Items from a data source
########################################

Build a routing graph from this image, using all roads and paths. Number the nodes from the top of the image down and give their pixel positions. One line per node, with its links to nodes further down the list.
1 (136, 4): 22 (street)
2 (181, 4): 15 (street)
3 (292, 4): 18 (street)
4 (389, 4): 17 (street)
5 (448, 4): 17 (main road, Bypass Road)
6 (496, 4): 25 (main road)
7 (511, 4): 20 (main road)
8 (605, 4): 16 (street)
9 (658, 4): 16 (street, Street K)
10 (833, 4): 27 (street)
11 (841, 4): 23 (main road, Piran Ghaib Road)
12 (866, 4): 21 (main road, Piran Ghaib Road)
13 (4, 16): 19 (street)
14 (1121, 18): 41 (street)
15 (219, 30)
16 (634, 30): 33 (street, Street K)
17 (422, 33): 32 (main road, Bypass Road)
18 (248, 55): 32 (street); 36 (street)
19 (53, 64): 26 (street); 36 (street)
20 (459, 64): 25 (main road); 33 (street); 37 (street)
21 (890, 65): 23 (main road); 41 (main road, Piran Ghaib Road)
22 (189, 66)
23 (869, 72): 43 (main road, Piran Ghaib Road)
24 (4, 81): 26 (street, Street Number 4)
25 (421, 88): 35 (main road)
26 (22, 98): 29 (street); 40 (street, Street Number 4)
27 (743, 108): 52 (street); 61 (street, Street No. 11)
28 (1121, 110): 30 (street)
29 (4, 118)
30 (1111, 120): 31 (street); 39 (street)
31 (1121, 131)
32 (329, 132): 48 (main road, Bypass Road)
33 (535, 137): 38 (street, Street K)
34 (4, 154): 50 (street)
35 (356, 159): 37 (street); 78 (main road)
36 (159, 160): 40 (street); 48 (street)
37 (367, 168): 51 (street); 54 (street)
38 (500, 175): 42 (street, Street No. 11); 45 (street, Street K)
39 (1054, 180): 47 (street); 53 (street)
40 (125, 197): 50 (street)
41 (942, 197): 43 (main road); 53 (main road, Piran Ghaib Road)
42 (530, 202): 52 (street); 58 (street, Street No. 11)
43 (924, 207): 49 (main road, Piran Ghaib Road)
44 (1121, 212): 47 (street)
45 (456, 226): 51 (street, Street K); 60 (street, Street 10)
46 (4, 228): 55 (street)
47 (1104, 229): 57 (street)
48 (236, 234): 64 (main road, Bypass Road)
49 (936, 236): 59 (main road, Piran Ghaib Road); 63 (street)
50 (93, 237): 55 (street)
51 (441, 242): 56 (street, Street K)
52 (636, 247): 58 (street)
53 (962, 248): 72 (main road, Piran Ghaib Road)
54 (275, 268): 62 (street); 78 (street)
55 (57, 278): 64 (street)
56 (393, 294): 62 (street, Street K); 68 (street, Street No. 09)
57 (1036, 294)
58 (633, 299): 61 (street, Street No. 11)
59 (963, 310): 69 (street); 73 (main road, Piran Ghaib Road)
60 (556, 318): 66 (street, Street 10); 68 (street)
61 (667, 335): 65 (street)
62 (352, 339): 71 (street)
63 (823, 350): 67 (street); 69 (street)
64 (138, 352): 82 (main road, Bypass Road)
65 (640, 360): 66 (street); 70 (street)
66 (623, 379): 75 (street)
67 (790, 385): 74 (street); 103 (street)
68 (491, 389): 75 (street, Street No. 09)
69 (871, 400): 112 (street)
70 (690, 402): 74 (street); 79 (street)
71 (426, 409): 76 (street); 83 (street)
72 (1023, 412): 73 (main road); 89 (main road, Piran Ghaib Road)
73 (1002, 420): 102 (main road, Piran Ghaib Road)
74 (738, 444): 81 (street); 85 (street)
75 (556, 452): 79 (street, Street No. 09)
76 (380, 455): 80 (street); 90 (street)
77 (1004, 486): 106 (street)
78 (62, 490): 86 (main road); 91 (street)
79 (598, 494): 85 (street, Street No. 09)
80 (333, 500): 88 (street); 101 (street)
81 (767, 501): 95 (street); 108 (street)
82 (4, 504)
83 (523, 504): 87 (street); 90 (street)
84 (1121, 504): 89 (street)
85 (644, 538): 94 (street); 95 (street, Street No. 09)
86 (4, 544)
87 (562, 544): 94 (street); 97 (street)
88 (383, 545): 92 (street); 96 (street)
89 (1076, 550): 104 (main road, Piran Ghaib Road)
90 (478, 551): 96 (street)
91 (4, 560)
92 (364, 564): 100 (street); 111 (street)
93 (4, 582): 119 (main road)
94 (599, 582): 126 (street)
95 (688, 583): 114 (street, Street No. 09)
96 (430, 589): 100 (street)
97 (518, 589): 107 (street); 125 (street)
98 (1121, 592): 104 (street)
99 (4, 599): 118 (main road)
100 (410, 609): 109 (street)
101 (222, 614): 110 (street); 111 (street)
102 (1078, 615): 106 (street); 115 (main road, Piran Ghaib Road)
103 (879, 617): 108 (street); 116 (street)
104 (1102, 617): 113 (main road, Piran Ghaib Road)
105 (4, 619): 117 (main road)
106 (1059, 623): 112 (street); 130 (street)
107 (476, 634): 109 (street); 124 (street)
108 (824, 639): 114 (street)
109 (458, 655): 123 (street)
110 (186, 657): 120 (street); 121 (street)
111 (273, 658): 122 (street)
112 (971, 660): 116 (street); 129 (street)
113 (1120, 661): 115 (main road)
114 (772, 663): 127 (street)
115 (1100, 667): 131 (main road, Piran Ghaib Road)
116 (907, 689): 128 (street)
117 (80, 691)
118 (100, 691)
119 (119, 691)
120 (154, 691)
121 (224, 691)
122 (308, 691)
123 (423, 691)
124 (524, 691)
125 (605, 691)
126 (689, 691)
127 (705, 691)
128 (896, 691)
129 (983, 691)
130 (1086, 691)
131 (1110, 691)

########################################

Copy out every line of the data that includes the word "Number".

*Task result:*
Build a routing graph from this image, using all roads and paths. Number the nodes from the top of the image down and give their pixel positions. One line per node, with its links to nodes further down the list.
24 (4, 81): 26 (street, Street Number 4)
26 (22, 98): 29 (street); 40 (street, Street Number 4)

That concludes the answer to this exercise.